Review: Laura Benanti: Nobody Cares (Underbelly Boulevard Soho)
- All That Dazzles
- 10 hours ago
- 3 min read
Review by Sam Woodward
⭐️⭐️⭐️
Laura Benanti has spent more than three decades learning how to make an audience love her. In Nobody Cares, the Tony Award winner attempts the more difficult task of understanding why she has always needed their approval. Combining autobiographical storytelling, stand-up and original songs, her one-woman comedy explores that exhausting pursuit with formidable wit, immaculate musicality and a great deal of cheerful self-humiliation.

Returning to Underbelly Boulevard Soho after two sold-out London performances in 2025, Nobody Cares is billed as a one-woman comedy show with original songs. That description is accurate, though somewhat incomplete. Created and performed by Benanti, the evening sits somewhere between stand-up, musical cabaret and autobiographical theatre, drawing upon her life as a Broadway performer, three marriages, motherhood and aging.

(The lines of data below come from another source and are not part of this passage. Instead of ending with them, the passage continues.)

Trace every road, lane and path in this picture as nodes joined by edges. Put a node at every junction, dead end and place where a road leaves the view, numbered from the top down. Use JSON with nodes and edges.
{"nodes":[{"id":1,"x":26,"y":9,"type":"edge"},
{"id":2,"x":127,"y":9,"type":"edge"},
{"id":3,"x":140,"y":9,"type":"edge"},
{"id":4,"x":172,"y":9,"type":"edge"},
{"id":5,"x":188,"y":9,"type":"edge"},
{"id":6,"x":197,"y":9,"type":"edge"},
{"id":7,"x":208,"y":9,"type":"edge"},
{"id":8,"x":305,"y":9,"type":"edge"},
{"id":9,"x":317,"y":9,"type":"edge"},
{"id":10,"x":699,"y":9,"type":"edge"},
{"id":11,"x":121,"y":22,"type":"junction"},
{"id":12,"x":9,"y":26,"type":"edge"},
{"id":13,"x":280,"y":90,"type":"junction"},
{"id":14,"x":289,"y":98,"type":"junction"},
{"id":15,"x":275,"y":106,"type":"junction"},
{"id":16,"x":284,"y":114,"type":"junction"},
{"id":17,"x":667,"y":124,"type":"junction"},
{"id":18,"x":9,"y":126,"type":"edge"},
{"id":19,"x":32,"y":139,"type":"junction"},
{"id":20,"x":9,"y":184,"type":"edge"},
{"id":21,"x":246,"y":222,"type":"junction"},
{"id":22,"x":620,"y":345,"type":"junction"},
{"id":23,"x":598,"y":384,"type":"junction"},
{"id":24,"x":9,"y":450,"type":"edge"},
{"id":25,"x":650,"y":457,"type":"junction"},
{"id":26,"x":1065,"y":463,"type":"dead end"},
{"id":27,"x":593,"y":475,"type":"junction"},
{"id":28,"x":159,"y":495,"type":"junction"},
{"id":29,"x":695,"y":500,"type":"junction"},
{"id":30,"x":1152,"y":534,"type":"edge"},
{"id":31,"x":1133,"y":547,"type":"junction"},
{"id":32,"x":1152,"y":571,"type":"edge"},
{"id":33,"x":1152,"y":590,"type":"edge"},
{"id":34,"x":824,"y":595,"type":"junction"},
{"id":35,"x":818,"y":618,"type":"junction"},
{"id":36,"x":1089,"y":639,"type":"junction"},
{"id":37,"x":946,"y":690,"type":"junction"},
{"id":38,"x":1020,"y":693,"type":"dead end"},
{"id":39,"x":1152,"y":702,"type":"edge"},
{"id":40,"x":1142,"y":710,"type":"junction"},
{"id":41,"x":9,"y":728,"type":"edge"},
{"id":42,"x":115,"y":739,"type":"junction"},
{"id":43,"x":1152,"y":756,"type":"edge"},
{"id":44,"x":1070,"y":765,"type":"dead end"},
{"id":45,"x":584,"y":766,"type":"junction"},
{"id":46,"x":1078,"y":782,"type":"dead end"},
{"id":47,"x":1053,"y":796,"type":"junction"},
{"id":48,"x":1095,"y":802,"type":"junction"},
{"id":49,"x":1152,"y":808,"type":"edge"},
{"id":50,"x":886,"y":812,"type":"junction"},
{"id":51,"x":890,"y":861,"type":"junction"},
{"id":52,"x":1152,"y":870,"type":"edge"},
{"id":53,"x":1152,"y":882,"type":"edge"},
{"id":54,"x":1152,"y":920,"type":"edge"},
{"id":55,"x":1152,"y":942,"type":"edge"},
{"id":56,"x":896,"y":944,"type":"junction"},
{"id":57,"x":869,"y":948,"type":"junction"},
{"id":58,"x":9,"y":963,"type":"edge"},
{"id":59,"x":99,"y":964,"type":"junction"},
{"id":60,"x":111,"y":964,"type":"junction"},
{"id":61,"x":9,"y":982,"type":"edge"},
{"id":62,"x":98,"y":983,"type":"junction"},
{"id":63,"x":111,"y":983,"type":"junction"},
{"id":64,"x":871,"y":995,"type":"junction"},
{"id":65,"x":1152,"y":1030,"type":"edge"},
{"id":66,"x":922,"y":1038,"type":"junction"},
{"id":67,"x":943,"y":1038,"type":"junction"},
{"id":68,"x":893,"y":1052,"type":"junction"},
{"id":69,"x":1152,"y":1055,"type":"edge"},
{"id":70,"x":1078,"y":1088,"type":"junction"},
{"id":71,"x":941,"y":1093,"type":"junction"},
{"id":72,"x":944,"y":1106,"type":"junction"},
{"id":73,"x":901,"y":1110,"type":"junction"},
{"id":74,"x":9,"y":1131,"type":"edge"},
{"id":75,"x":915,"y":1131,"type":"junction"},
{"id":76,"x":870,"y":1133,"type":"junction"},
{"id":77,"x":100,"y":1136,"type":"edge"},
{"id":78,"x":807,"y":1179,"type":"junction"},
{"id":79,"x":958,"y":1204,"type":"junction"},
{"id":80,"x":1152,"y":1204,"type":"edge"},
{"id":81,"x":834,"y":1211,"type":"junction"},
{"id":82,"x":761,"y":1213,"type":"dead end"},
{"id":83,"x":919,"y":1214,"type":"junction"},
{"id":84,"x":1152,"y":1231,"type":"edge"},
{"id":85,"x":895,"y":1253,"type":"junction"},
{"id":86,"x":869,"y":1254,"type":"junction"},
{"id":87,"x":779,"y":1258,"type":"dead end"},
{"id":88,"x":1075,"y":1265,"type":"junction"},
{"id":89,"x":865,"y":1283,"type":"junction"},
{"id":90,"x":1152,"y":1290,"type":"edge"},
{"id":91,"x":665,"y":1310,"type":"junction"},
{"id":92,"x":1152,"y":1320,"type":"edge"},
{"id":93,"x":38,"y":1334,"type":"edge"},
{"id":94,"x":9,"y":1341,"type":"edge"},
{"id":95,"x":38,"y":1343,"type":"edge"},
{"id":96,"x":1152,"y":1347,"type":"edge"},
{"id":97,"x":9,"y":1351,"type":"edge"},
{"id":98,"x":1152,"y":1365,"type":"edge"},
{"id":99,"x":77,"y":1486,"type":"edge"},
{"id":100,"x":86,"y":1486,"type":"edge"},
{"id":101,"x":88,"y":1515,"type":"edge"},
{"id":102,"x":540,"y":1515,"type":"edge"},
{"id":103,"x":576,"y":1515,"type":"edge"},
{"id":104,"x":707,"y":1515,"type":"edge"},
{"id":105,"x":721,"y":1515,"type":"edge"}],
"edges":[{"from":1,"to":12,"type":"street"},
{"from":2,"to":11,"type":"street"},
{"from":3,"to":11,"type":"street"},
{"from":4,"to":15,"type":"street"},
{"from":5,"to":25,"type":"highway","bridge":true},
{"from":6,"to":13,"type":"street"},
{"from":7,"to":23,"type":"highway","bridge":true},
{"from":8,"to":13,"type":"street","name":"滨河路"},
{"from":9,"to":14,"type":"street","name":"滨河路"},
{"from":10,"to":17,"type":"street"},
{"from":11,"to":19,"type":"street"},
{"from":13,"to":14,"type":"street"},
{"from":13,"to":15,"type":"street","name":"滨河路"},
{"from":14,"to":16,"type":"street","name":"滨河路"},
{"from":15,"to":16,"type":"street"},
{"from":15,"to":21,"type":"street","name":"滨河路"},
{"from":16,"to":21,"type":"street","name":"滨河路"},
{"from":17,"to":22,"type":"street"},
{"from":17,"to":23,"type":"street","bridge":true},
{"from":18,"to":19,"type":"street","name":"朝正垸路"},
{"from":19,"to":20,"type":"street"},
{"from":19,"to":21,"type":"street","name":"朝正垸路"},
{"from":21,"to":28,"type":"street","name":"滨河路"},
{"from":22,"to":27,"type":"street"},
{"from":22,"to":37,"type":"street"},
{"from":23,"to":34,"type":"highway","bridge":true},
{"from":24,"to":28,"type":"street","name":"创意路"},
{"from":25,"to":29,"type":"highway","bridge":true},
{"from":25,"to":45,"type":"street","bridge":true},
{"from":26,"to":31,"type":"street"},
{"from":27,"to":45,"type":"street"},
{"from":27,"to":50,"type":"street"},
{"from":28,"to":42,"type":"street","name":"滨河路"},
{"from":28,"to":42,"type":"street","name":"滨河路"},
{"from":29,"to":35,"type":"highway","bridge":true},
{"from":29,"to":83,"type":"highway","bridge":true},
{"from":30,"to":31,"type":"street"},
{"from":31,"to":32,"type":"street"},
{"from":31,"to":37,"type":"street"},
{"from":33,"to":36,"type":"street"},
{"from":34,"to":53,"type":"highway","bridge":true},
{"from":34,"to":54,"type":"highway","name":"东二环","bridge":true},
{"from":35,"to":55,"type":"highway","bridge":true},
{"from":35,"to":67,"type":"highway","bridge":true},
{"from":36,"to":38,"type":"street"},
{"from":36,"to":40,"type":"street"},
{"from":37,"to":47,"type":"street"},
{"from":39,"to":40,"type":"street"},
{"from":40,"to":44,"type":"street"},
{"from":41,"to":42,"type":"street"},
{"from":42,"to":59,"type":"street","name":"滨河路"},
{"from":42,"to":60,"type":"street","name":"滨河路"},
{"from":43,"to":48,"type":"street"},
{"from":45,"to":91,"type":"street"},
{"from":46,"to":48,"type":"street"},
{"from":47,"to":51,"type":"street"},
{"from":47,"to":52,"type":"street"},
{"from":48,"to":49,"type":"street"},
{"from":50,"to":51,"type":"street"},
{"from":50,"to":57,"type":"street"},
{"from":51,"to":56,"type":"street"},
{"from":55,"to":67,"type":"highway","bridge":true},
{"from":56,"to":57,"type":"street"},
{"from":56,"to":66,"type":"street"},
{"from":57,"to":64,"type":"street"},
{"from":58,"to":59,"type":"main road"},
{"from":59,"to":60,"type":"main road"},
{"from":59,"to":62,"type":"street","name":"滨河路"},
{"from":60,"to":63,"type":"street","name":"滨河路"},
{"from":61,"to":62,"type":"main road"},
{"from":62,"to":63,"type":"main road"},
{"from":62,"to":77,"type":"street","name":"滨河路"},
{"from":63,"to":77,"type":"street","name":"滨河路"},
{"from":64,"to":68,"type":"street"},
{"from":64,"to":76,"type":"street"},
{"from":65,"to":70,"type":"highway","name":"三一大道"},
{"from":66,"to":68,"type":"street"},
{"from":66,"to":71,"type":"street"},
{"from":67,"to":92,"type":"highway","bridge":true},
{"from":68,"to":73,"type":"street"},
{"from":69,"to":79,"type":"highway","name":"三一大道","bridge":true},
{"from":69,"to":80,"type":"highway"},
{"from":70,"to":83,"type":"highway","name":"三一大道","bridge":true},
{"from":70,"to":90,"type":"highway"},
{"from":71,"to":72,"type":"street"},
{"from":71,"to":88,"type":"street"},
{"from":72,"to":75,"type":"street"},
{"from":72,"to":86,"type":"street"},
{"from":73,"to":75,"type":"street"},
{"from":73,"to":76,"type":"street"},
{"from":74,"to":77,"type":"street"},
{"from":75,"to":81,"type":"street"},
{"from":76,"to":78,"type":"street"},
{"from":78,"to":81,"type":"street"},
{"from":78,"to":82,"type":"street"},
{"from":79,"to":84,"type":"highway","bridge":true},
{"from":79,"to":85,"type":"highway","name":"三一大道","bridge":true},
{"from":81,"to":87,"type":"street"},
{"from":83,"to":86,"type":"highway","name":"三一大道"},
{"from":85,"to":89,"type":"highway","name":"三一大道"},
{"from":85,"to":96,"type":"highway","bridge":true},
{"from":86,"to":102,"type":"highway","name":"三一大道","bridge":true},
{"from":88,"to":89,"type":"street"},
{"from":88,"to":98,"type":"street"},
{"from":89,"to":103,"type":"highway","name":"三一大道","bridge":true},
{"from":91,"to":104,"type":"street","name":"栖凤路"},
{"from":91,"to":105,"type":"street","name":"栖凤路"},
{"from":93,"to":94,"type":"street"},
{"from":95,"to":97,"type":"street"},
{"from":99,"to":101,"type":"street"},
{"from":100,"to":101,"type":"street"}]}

Benanti is extraordinarily funny company. Her comedy combines Broadway precision with an appealing willingness to appear ridiculous, whether recreating a childhood performance, operating a toothbrush as a puppet or recounting the pratfall that injured her during Into the Woods. Every pause, glance and physical adjustment seems capable of becoming a punchline. Even when the material is relatively slight, her timing gives it shape, and she has the rare ability to make apparent spontaneity feel both dangerous and completely controlled. An audience unfamiliar with every credit on her résumé can still recognise the exhausting instinct to remain talented, attractive, agreeable and grateful.

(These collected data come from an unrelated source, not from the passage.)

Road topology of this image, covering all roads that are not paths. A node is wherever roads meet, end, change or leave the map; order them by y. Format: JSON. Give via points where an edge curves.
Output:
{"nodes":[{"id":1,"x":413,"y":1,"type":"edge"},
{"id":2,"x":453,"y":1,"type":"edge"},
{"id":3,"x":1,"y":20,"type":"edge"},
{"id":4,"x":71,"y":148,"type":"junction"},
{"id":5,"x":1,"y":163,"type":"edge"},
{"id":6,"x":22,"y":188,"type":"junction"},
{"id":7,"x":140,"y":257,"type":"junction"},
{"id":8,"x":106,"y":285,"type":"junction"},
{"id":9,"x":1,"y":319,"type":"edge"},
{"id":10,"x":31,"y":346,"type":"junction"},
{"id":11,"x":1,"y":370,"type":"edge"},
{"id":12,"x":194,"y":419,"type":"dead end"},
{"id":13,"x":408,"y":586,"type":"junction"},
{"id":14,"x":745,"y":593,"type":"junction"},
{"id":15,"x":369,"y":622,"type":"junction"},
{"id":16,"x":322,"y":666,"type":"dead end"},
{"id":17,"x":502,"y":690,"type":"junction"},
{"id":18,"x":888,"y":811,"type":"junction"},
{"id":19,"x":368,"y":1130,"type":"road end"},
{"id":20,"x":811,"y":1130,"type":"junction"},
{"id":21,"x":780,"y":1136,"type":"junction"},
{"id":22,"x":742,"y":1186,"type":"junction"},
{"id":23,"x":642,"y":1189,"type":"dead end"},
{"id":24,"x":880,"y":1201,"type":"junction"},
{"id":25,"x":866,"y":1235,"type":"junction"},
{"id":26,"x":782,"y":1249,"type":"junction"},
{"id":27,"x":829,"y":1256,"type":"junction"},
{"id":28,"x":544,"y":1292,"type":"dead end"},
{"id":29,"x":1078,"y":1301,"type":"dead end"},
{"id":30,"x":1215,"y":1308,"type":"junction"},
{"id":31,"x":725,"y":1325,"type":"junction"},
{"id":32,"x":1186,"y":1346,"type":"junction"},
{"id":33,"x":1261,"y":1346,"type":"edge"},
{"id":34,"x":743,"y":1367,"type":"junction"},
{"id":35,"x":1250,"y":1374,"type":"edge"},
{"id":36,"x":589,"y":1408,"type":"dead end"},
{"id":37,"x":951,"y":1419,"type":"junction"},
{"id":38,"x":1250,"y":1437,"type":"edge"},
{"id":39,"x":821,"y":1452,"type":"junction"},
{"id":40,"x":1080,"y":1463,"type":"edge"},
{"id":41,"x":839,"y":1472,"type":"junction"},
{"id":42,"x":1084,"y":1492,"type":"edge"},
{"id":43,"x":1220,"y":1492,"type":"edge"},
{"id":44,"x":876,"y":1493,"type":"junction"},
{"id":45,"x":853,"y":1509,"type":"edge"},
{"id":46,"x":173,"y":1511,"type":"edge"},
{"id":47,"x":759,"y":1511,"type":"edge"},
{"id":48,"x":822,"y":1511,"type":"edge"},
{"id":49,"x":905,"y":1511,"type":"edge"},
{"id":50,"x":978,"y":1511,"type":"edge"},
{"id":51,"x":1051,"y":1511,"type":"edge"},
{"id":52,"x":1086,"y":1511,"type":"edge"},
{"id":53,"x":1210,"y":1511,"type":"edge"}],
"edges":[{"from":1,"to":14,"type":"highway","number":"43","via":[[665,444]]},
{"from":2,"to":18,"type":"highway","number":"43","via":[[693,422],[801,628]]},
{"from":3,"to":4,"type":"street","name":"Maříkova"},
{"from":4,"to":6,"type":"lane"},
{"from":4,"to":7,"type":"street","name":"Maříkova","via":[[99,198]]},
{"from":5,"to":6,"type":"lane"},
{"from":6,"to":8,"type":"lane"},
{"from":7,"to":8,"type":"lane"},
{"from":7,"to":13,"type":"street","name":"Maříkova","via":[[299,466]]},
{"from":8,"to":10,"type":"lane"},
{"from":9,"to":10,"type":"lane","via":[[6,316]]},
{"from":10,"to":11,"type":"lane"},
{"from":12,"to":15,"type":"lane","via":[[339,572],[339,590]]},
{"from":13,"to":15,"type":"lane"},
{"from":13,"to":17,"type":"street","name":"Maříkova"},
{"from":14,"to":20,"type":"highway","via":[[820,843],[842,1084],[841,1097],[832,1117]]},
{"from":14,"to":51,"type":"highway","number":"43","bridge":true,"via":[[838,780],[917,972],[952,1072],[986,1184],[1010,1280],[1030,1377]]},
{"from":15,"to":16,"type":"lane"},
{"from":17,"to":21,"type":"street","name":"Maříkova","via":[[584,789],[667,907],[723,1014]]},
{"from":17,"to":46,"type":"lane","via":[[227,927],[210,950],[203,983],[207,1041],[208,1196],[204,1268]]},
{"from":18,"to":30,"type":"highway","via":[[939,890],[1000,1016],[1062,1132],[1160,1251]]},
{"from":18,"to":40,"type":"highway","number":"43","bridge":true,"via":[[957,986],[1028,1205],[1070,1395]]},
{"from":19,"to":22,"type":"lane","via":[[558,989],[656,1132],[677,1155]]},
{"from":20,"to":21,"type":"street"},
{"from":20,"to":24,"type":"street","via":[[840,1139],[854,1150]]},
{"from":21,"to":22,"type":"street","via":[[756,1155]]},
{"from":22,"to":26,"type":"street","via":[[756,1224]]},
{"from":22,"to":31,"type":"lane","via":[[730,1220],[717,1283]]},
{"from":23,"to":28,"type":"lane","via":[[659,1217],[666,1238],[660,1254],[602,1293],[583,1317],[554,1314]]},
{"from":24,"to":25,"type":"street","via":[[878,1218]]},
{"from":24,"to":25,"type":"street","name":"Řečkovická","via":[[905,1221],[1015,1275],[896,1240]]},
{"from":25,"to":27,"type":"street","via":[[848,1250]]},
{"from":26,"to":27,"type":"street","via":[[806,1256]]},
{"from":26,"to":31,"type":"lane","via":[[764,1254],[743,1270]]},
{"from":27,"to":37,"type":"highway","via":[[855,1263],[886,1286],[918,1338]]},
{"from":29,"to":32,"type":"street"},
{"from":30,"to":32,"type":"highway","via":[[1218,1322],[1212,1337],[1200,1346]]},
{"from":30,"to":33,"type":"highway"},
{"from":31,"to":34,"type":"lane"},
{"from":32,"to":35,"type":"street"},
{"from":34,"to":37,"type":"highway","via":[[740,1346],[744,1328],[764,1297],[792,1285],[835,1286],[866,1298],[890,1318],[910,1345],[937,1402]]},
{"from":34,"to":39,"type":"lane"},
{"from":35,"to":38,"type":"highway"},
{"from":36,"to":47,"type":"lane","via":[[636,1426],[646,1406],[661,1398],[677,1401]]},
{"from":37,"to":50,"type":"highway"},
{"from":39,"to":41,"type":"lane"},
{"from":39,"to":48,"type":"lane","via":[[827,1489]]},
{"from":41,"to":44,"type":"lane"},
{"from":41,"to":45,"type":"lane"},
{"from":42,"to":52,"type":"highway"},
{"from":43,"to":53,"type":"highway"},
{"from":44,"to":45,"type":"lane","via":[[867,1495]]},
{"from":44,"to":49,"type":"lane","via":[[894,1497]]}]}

The show is especially enjoyable when Benanti turns her theatrical background into more than a collection of knowing references. Mentions of The Sound of Music, A Little Night Music and the peculiar intensity of the musical theatre child delight the devotees in the room, but they also reveal how thoroughly performance has structured her understanding of the world. Theatre emerges as a source of pleasure, identity and belonging, but also as a system that teaches its performers to ignore discomfort, conceal damage and remain thankful for the opportunity to continue.

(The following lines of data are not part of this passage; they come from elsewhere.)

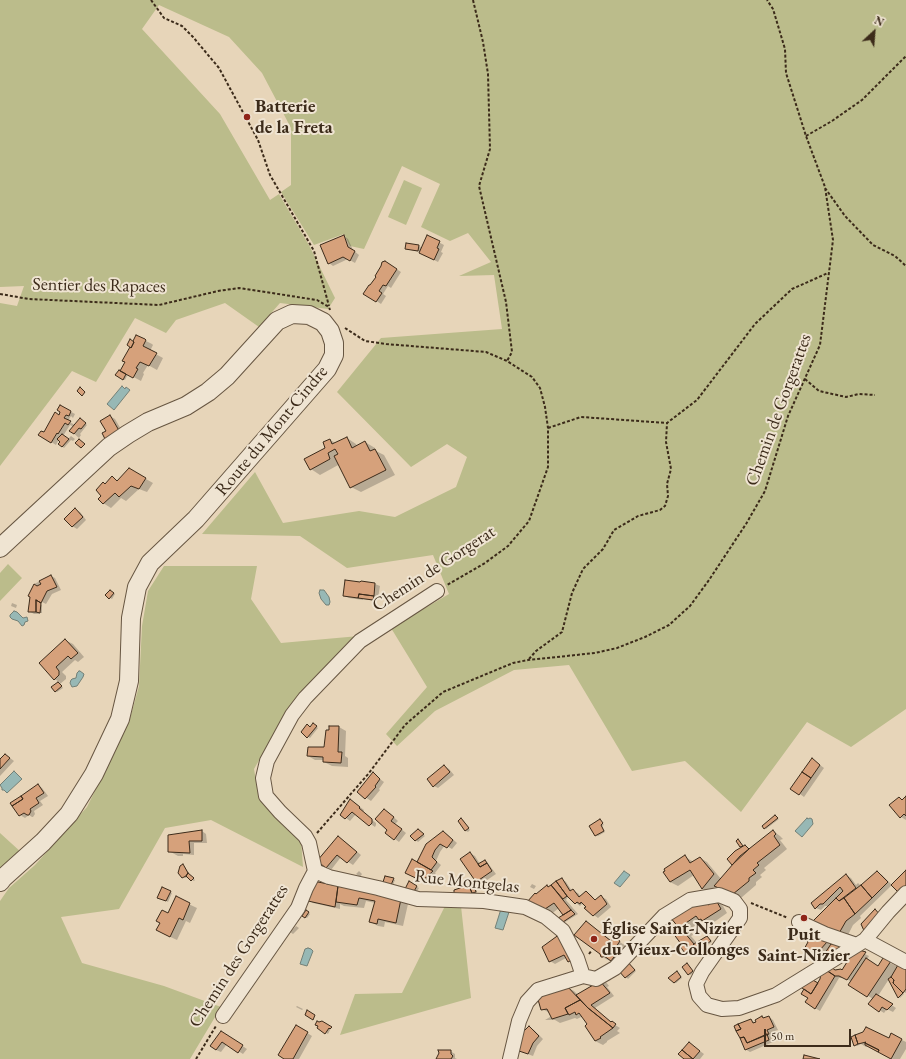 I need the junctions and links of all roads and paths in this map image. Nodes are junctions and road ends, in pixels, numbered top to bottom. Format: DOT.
graph roads {
  1 [pos="151,0"];
  2 [pos="473,0"];
  3 [pos="768,0"];
  4 [pos="906,56"];
  5 [pos="806,136"];
  6 [pos="825,187"];
  7 [pos="906,266"];
  8 [pos="828,273"];
  9 [pos="0,294"];
  10 [pos="329,307"];
  11 [pos="331,311"];
  12 [pos="344,328"];
  13 [pos="507,362"];
  14 [pos="805,379"];
  15 [pos="875,396"];
  16 [pos="668,423"];
  17 [pos="548,428"];
  18 [pos="0,548"];
  19 [pos="438,591"];
  20 [pos="528,660"];
  21 [pos="309,843"];
  22 [pos="315,871"];
  23 [pos="0,882"];
  24 [pos="906,894"];
  25 [pos="734,901"];
  26 [pos="798,922"];
  27 [pos="861,942"];
  28 [pos="906,962"];
  29 [pos="583,976"];
  30 [pos="223,1016"];
  31 [pos="196,1059"];
  32 [pos="510,1059"];
  1 -- 10 [label="path"];
  2 -- 13 [label="path"];
  3 -- 5 [label="path, Chemin de Gorgerattes"];
  4 -- 5 [label="path"];
  5 -- 6 [label="path, Chemin de Gorgerattes"];
  6 -- 7 [label="path"];
  6 -- 8 [label="path, Chemin de Gorgerattes"];
  8 -- 14 [label="path, Chemin de Gorgerattes"];
  8 -- 16 [label="path"];
  9 -- 10 [label="path, Sentier des Rapaces"];
  10 -- 11 [label="path"];
  12 -- 13 [label="path, Chemin de Gorgerat"];
  13 -- 17 [label="path, Chemin de Gorgerat"];
  14 -- 15 [label="path"];
  14 -- 20 [label="path, Chemin de Gorgerattes"];
  16 -- 17 [label="path"];
  16 -- 20 [label="path"];
  17 -- 19 [label="path, Chemin de Gorgerat"];
  18 -- 23 [label="street, Route du Mont-Cindre"];
  19 -- 21 [label="street, Chemin de Gorgerat"];
  20 -- 21 [label="path"];
  21 -- 22 [label="street"];
  22 -- 29 [label="street, Rue Montgelas"];
  22 -- 30 [label="street, Chemin des Gorgerattes"];
  24 -- 27 [label="street"];
  25 -- 26 [label="path"];
  25 -- 27 [label="street"];
  25 -- 29 [label="street"];
  26 -- 27 [label="street"];
  27 -- 28 [label="street"];
  29 -- 32 [label="street"];
  30 -- 31 [label="path, Chemin des Gorgerattes"];
}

That contradiction finds its clearest expression in “The Show Must Go Off”, one of the original songs co-written with music director Todd Almond. Its reversal of the industry’s most sacred instruction is funny because Benanti understands the mentality so intimately. Another number, “Mama’s a Liar”, mines the compromises and minor deceptions of parenthood with affection. Benanti sings everything superbly, supported by a three-piece band of piano, guitar and drums, yet the score is less consistently memorable than its performer. Some songs sharpen the evening’s ideas, while others bring an anecdote to a polished musical conclusion without significantly deepening it.

Director Annie Tippe keeps the production moving with assured lightness. Benanti slips easily between confessional storytelling, musical performance, projected memories and physical comedy, while the intimate auditorium allows her smallest expression to register. The staging understands that its principal attraction is the opportunity to observe a consummate Broadway performer at extremely close range. That proximity occasionally promises something rawer, however, and the evening’s smoothness can become a form of protection. A painful admission is frequently followed by a joke before its consequences have fully settled.
Benanti moves through childhood ambition, professional injury, illness, marriage, motherhood, sexual embarrassment and perimenopause with disarming candour. Yet the show repeatedly raises experiences whose emotional weight it does not have time to pursue. The issue is not how much she reveals, but what the evening does with what she has chosen to reveal. Difficult memories are introduced and concluded before their significance can fully emerge, becoming material for the next joke or song rather than part of a developing autobiographical arc.

Despite this, Nobody Cares remains a highly enjoyable evening. Watching Benanti perform in such an intimate venue is a considerable pleasure, and individual sequences reveal exactly why she has sustained such an admired career. The difficulty is not that the show blends comedy, music and memoir, but that those forms rarely strengthen one another. Songs neatly cap anecdotes, jokes dissolve moments of tension and the autobiography remains divided into fragments.
Benanti has the stories, voice and stagecraft to make the room entirely hers. What Nobody Cares lacks is a structure capable of turning its comedy, music and memoir into one fully realised piece of theatre. For now, it remains an entertaining showcase in which three potentially stronger shows keep interrupting one another.